NOT on the turret press. Fired-up the progressive.

Working on 45 ACP and 357 now.
 
With 9mm I separate out Remington and Starline brass (which I bought new) and I separate Blazer and Federal because I sweep up a lot of it at the range. Everything else goes into the same container.
 
Winchester and FC and RP get sorted out
Everything else goes one way or another for $23 for 10 pounds.
Can't give you technical data for what I like but I like what I like and there seems to be no shortage of what I like.
 
No loading for me today, I got to get the lawn mowed for the first time this year so I did some simple math:
4000 30 Carbine to make
14.0 grs of powder each
equals 56,000 grains of powder needed
Divided by 7000 grains of powder/ LB
Means I'll use 8 Lbs of powder.
 
No loading for me today, I got to get the lawn mowed for the first time this year so I did some simple math:
4000 30 Carbine to make
14.0 grs of powder each
equals 56,000 grains of powder needed
Divided by 7000 grains of powder/ LB
Means I'll use 8 Lbs of powder.
Be curious to hear how accurate your powder use projection plays out.
 
Nice, I have some to try after I finish up the 124 gr Gold Dots I am working on. Curious as to what powder you are using and what overall length you are loading them. I am trying the Gold Dots with 6.0 gr of Power Pistol at about 1.10" to plunk and twist in both Glock 48 and CZ P-09. The Nukes will need to loaded shorter to function in the CZ. The old RMR 124 gr MPR needed to be 1.06" for the CZ. The Glock could loaded longer.

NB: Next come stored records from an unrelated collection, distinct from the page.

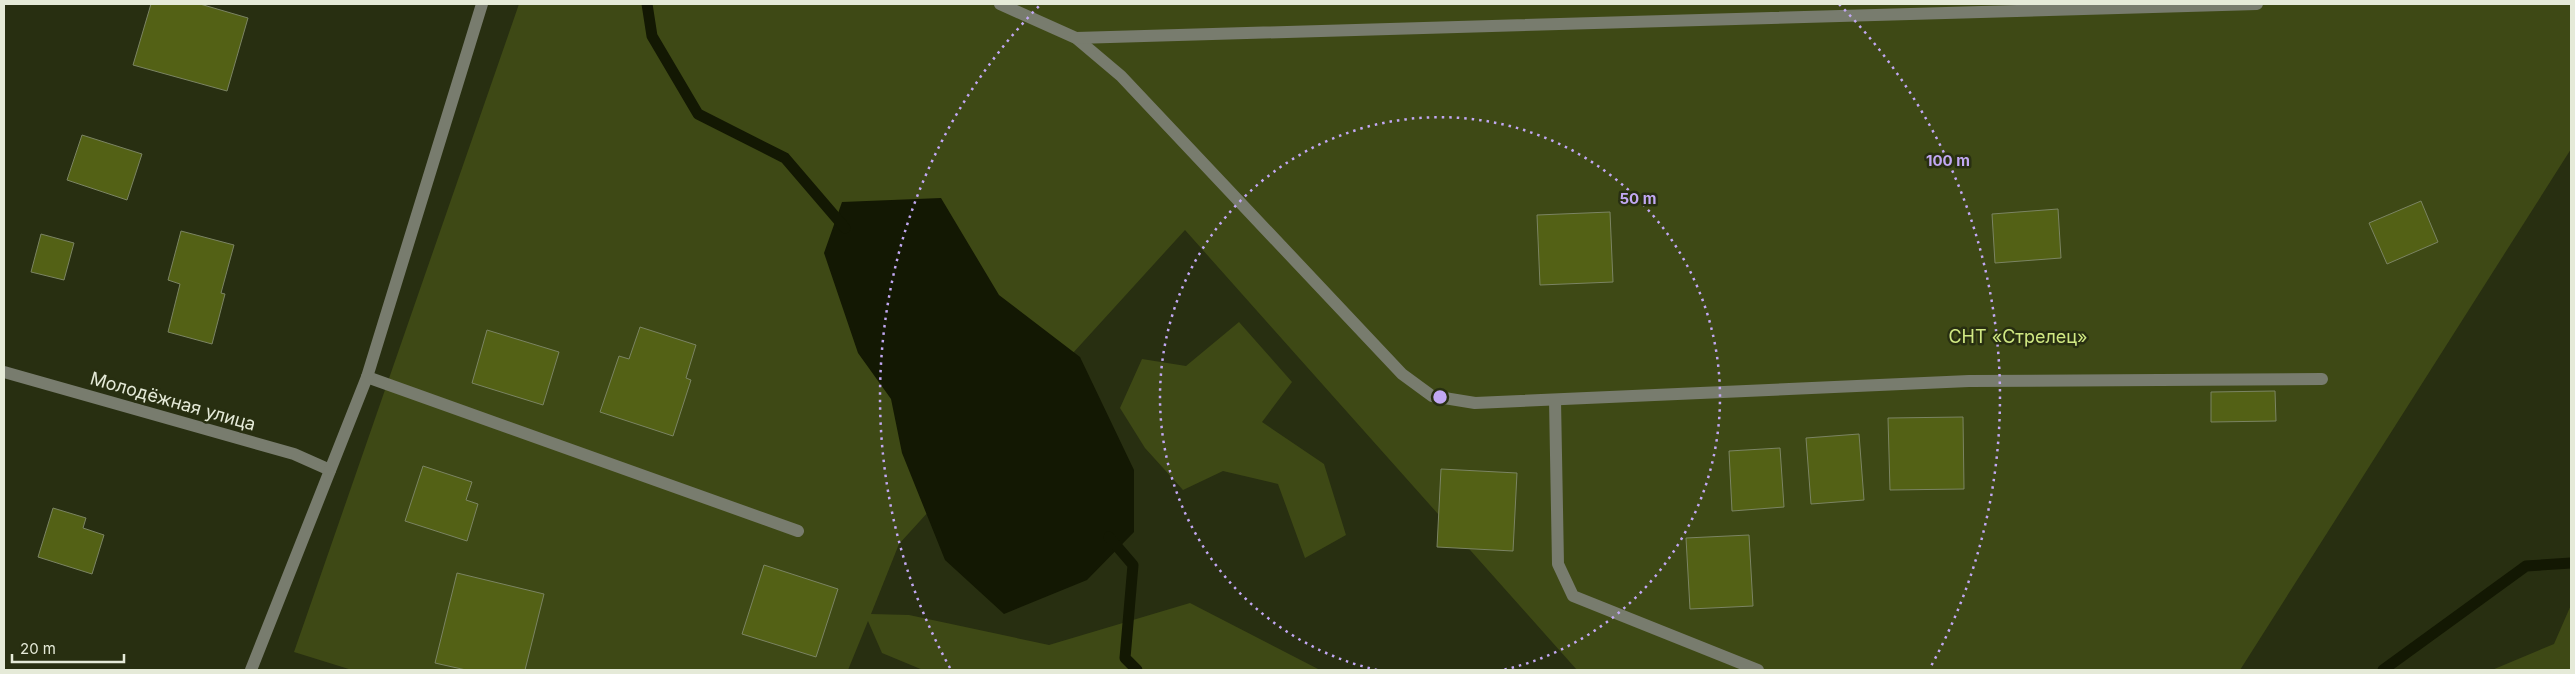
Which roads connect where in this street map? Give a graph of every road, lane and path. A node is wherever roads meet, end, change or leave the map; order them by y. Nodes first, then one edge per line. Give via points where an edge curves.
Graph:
1 (482, 4) edge
2 (1000, 4) edge
3 (2257, 4) edge
4 (1076, 38) junction
5 (4, 372) edge
6 (367, 377) junction
7 (2322, 380) dead end
8 (1556, 400) junction
9 (330, 470) junction
10 (798, 531) dead end
11 (251, 670) edge
12 (1758, 670) edge

1 - 6 street
2 - 4 street
3 - 4 street
4 - 8 street via 1121,76 1402,374 1432,396 1475,404
5 - 9 street, Молодёжная улица via 294,454
6 - 9 street
6 - 10 street
7 - 8 street via 1969,381
8 - 12 street via 1558,564 1573,596
9 - 11 street

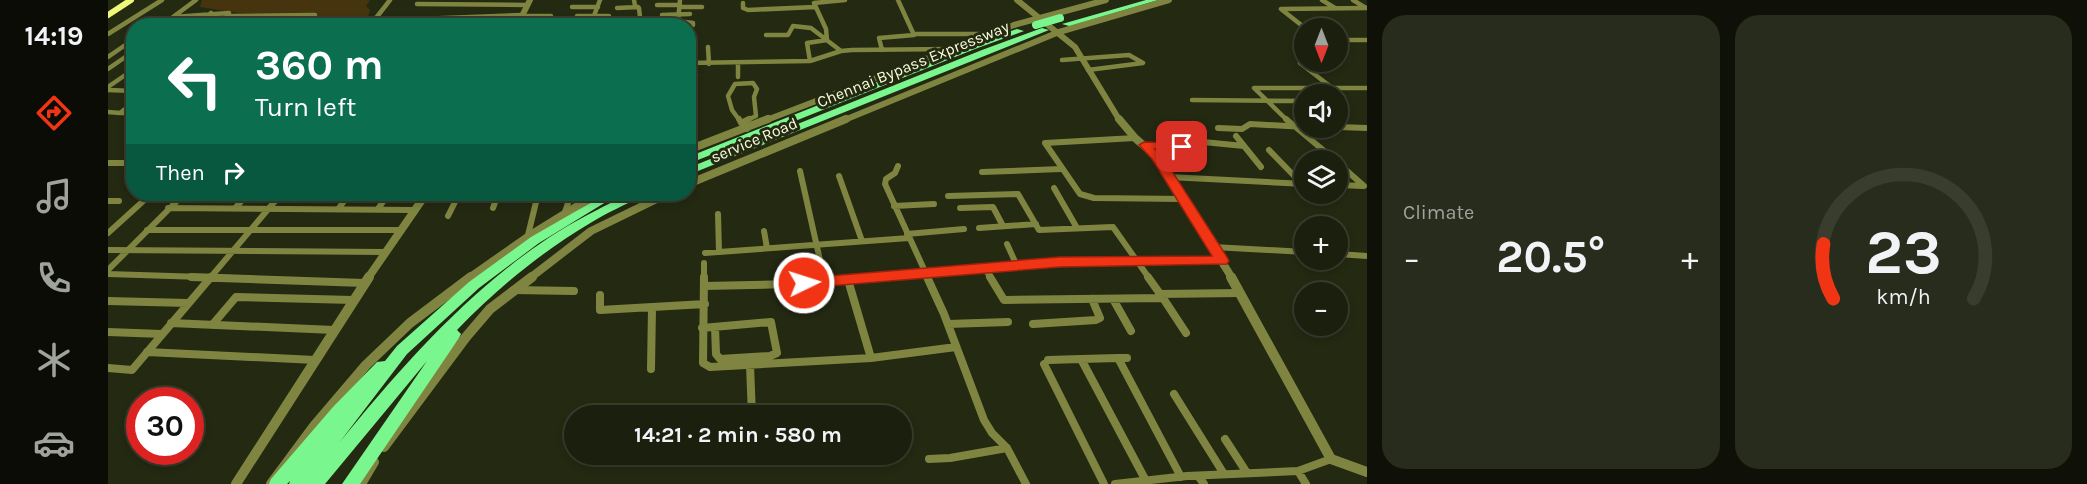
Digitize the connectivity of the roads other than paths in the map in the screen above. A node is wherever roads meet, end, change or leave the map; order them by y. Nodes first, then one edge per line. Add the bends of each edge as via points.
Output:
1 (130, 0) edge
2 (162, 0) edge
3 (196, 0) edge
4 (390, 0) edge
5 (600, 0) edge
6 (634, 0) edge
7 (845, 0) edge
8 (898, 0) edge
9 (1017, 0) edge
10 (1106, 0) edge
11 (1129, 0) edge
12 (1154, 0) edge
13 (1169, 0) edge
14 (1322, 0) edge
15 (1353, 0) edge
16 (453, 2) edge
17 (529, 2) edge
18 (743, 3) dead end
19 (813, 3) edge
20 (417, 4) dead end
21 (680, 4) edge
22 (657, 5) dead end
23 (572, 7) dead end
24 (597, 7) junction
25 (638, 7) junction
26 (702, 7) dead end
27 (616, 8) dead end
28 (1367, 8) edge
29 (1337, 9) junction
30 (211, 13) junction
31 (230, 13) dead end
32 (444, 13) dead end
33 (690, 14) dead end
34 (108, 15) edge
35 (662, 15) dead end
36 (679, 15) junction
37 (551, 16) dead end
38 (577, 16) dead end
39 (594, 16) junction
40 (609, 16) dead end
41 (182, 17) joint
42 (133, 18) edge
43 (204, 18) edge
44 (225, 18) edge
45 (312, 18) edge
46 (376, 18) dead end
47 (521, 18) edge
48 (530, 18) edge
49 (640, 18) edge
50 (1294, 19) edge
51 (1063, 21) junction
52 (126, 23) edge
53 (1040, 24) junction
54 (1059, 32) junction
55 (108, 34) edge
56 (915, 34) junction
57 (993, 34) junction
58 (766, 35) dead end
59 (827, 40) junction
60 (1348, 40) edge
61 (1367, 40) edge
62 (126, 45) edge
63 (708, 47) dead end
64 (954, 49) junction
65 (882, 50) junction
66 (841, 51) junction
67 (108, 57) edge
68 (126, 57) edge
69 (1083, 59) junction
70 (1062, 60) dead end
71 (810, 61) junction
72 (696, 63) edge
73 (709, 64) junction
74 (738, 64) junction
75 (108, 69) edge
76 (1092, 69) junction
77 (1312, 72) edge
78 (126, 75) edge
79 (738, 77) dead end
80 (1327, 84) edge
81 (1294, 87) edge
82 (1348, 87) edge
83 (1367, 88) edge
84 (108, 89) edge
85 (126, 90) edge
86 (1192, 99) dead end
87 (1268, 101) junction
88 (1294, 101) edge
89 (126, 108) edge
90 (108, 112) edge
91 (120, 113) junction
92 (126, 113) edge
93 (741, 123) junction
94 (1192, 124) dead end
95 (1294, 127) joint
96 (1348, 127) edge
97 (1218, 128) dead end
98 (1367, 128) edge
99 (747, 129) junction
100 (1236, 136) dead end
101 (1135, 138) junction
102 (1307, 138) edge
103 (1203, 142) junction
104 (1144, 145) junction
105 (1244, 146) junction
106 (696, 147) edge
107 (1269, 150) dead end
108 (1322, 150) edge
109 (696, 158) edge
110 (111, 163) edge
111 (898, 166) dead end
112 (1261, 167) dead end
113 (108, 168) edge
114 (696, 169) edge
115 (1061, 169) junction
116 (800, 171) dead end
117 (1348, 171) edge
118 (982, 172) dead end
119 (1294, 175) edge
120 (838, 176) dead end
121 (1169, 177) junction
122 (696, 180) edge
123 (1294, 184) edge
124 (1348, 185) edge
125 (1366, 185) edge
126 (1054, 188) dead end
127 (948, 195) dead end
128 (1183, 199) junction
129 (108, 201) edge
130 (119, 201) dead end
131 (143, 201) edge
132 (176, 201) edge
133 (242, 201) edge
134 (274, 201) edge
135 (344, 201) edge
136 (383, 201) edge
137 (421, 201) edge
138 (456, 201) edge
139 (496, 201) edge
140 (536, 201) edge
141 (569, 201) edge
142 (585, 201) edge
143 (601, 201) edge
144 (621, 201) edge
145 (653, 201) edge
146 (934, 204) dead end
147 (894, 206) junction
148 (236, 207) junction
149 (269, 207) junction
150 (168, 208) junction
151 (339, 208) junction
152 (493, 208) dead end
153 (960, 208) dead end
154 (378, 209) junction
155 (415, 210) junction
156 (565, 212) junction
157 (718, 214) dead end
158 (448, 216) dead end
159 (1036, 224) junction
160 (1003, 226) junction
161 (253, 228) junction
162 (979, 228) dead end
163 (1077, 228) junction
164 (964, 229) dead end
165 (147, 230) junction
166 (402, 230) junction
167 (764, 231) dead end
168 (108, 233) edge
169 (528, 235) junction
170 (908, 236) junction
171 (862, 241) junction
172 (816, 244) junction
173 (1006, 244) dead end
174 (1213, 247) junction
175 (767, 248) junction
176 (233, 249) junction
177 (108, 250) edge
178 (128, 250) junction
179 (1294, 251) edge
180 (386, 252) junction
181 (718, 252) junction
182 (705, 253) dead end
183 (1348, 255) edge
184 (1367, 256) edge
185 (1136, 261) junction
186 (1222, 261) junction
187 (704, 263) dead end
188 (1017, 266) junction
189 (985, 269) junction
190 (108, 272) edge
191 (925, 273) junction
192 (211, 278) junction
193 (848, 280) junction
194 (825, 281) junction
195 (365, 283) junction
196 (704, 286) junction
197 (514, 290) junction
198 (488, 291) junction
199 (574, 291) dead end
200 (1240, 293) junction
201 (600, 295) dead end
202 (1161, 296) junction
203 (1092, 299) junction
204 (1113, 299) junction
205 (353, 300) junction
206 (108, 301) edge
207 (188, 303) junction
208 (705, 304) junction
209 (652, 308) junction
210 (1008, 322) dead end
211 (171, 323) junction
212 (213, 324) junction
213 (948, 324) junction
214 (1033, 324) dead end
215 (715, 327) junction
216 (702, 328) junction
217 (334, 330) junction
218 (1131, 331) dead end
219 (108, 332) edge
220 (1186, 333) dead end
221 (162, 334) junction
222 (956, 347) junction
223 (402, 350) junction
224 (147, 352) junction
225 (871, 358) junction
226 (1081, 359) junction
227 (315, 360) junction
228 (750, 365) junction
229 (108, 368) edge
230 (651, 369) dead end
231 (1174, 394) dead end
232 (752, 405) edge
233 (1225, 439) dead end
234 (1007, 448) junction
235 (929, 459) dead end
236 (1330, 459) junction
237 (1298, 471) junction
238 (1367, 472) edge
239 (1247, 473) junction
240 (1224, 474) junction
241 (1181, 477) junction
242 (1201, 480) edge
243 (1146, 481) junction
244 (236, 484) edge
245 (272, 484) edge
246 (277, 484) edge
247 (297, 484) edge
248 (315, 484) edge
249 (350, 484) edge
250 (361, 484) edge
251 (1026, 484) edge
252 (1104, 484) edge
253 (1115, 484) edge
254 (1306, 484) edge

1 - 34 main road
2 - 42 street
3 - 41 street via 173,17
4 - 46 street
5 - 24 street
6 - 25 street
7 - 19 street
8 - 56 street
9 - 53 street
10 - 53 street
11 - 51 highway, Chennai Bypass Expressway
12 - 51 highway, Chennai Bypass Expressway
13 - 54 street, service Road
14 - 29 street
15 - 28 street
16 - 17 street
16 - 20 street
16 - 32 street
17 - 47 street
18 - 19 street via 748,10
19 - 59 street
21 - 22 street
21 - 26 street
21 - 36 street
23 - 24 street
24 - 39 street
25 - 27 street
25 - 49 street
28 - 29 street
29 - 50 street via 1281,9
30 - 31 street
30 - 41 street
30 - 43 street
33 - 36 street
35 - 36 street
37 - 48 street
38 - 39 street
39 - 40 street
44 - 45 street via 315,15
51 - 53 highway, Chennai Bypass Expressway
52 - 55 street
53 - 54 street
53 - 57 street
53 - 109 highway, Chennai Bypass Expressway via 972,47
53 - 114 highway, Chennai Bypass Expressway via 985,52
54 - 69 street
54 - 122 street, service Road
56 - 57 street
56 - 65 street via 879,38
57 - 64 street
58 - 59 street via 788,35 792,27 801,27 811,28
59 - 66 street
59 - 71 street via 807,43
60 - 61 street
62 - 67 street
63 - 73 street
64 - 65 street
64 - 99 street
65 - 66 street
66 - 71 street
68 - 75 street
69 - 70 street
69 - 76 street
69 - 76 street via 1129,55 1143,63
71 - 74 street
72 - 73 street
73 - 74 street
74 - 79 street
76 - 101 street via 1114,115
77 - 80 street
78 - 84 street
81 - 87 street via 1254,88
82 - 83 street
84 - 85 street
86 - 87 street
87 - 88 street
87 - 95 street
89 - 91 street
90 - 91 street
91 - 92 street
93 - 93 street via 728,96 735,84 753,83 757,89 756,116
93 - 99 street
94 - 103 street
95 - 97 street via 1250,124 1242,129
96 - 98 street
99 - 106 street
100 - 105 street
101 - 104 street
101 - 115 street via 1045,142
102 - 108 street
103 - 104 street via 1182,140 1179,147
103 - 105 street
104 - 121 street
105 - 112 street
107 - 119 street
110 - 113 street
111 - 147 street via 885,182
115 - 118 street
115 - 128 street via 1080,194 1088,198
116 - 172 street
117 - 125 street
120 - 171 street
121 - 123 street
121 - 128 street
124 - 125 street
126 - 163 street
127 - 159 street via 1018,194
128 - 174 street
129 - 130 street
131 - 168 street
132 - 150 street
133 - 148 street
134 - 149 street
135 - 151 street
136 - 154 street
137 - 155 street
138 - 158 street
139 - 152 street
140 - 169 street
141 - 156 street
142 - 156 street
143 - 223 highway via 535,240 482,279
144 - 198 highway via 547,245
145 - 197 street via 591,231
146 - 147 street
147 - 170 street
148 - 149 street
148 - 150 street
149 - 151 street
149 - 161 street
150 - 165 street
151 - 154 street
153 - 160 street via 993,207
154 - 155 street
155 - 166 street
156 - 169 street
157 - 181 street
159 - 160 street
159 - 163 street via 1039,230
160 - 162 street
161 - 165 street
161 - 166 street
161 - 176 street
163 - 185 street via 1113,227
164 - 170 street
165 - 178 street
166 - 180 street
167 - 175 street
169 - 245 street via 431,306 380,351 325,412
170 - 171 street
170 - 191 street
171 - 172 street
172 - 175 street
172 - 194 street
173 - 188 street
174 - 179 street
174 - 186 street
175 - 181 street
176 - 178 street
176 - 180 street
176 - 192 street
177 - 178 street
178 - 190 street
180 - 195 street
181 - 182 street
183 - 184 street
185 - 186 street
185 - 188 street
185 - 202 street
186 - 200 street
187 - 196 street
188 - 189 street
189 - 191 street
189 - 203 street via 1004,300
190 - 192 street
191 - 193 street
191 - 213 street
192 - 195 street
192 - 207 street
193 - 194 street
193 - 225 street
194 - 196 street
195 - 205 street
196 - 208 street
197 - 199 street
197 - 250 street via 490,309 466,337 377,456
198 - 248 highway via 421,358
198 - 249 highway via 444,347
200 - 202 street
200 - 236 street
201 - 209 street via 600,310
202 - 204 street
202 - 220 street
203 - 204 street
203 - 214 street via 1100,314 1096,320
204 - 218 street
205 - 212 street via 236,297
205 - 217 street
206 - 207 street
207 - 211 street
208 - 209 street
208 - 216 street
209 - 230 street
210 - 213 street
211 - 212 street
211 - 221 street
212 - 217 street
213 - 222 street
215 - 215 street via 771,322 777,353 720,359 716,354
215 - 216 street
216 - 228 street via 705,366
217 - 227 street
219 - 221 street
221 - 224 street
222 - 225 street
222 - 234 street via 987,428
223 - 246 highway via 374,373
223 - 247 highway
224 - 227 street
224 - 229 street via 132,370
225 - 228 street
226 - 241 street via 1123,358
226 - 243 street
226 - 252 street via 1046,362
227 - 244 street
228 - 232 street
231 - 240 street
233 - 239 street
234 - 235 street
234 - 251 street
236 - 237 street
236 - 238 street
237 - 239 street
237 - 254 street
239 - 240 street
240 - 242 street
241 - 242 street
241 - 243 street
243 - 253 street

I'm loading mine at 1.06 with Vv n320 4.1 gr. Shoot really well.
 
Ran a batch of 357 this evening. They were my first run using Xtreme copper plated 158's. I used H110 and was planning on running them through my lever gun, but now I'm thinking the velocity might be too high for the bullet.
 
Ran a batch of 357 this evening. They were my first run using Xtreme copper plated 158's. I used H110 and was planning on running them through my lever gun, but now I'm thinking the velocity might be too high for the bullet.
I just a month or so ago loaded/shot my first full power .357 mag using 20 grains even H-110. I'll tell ya', it's a pretty stout load! I don't have a chrono but recoil was stout in a 6" S&W model 19. Also shot them in a Winchester AE lever gun. I'm using Montana Gold 125 gr brass jacketed HPs. I'm thinking you might be pushing it with plated bullets? Not sure how you would tell? Set up a sheet of paper, say 15' from the muzzle, and see if there is a single hole or peppering from the jacket coming off?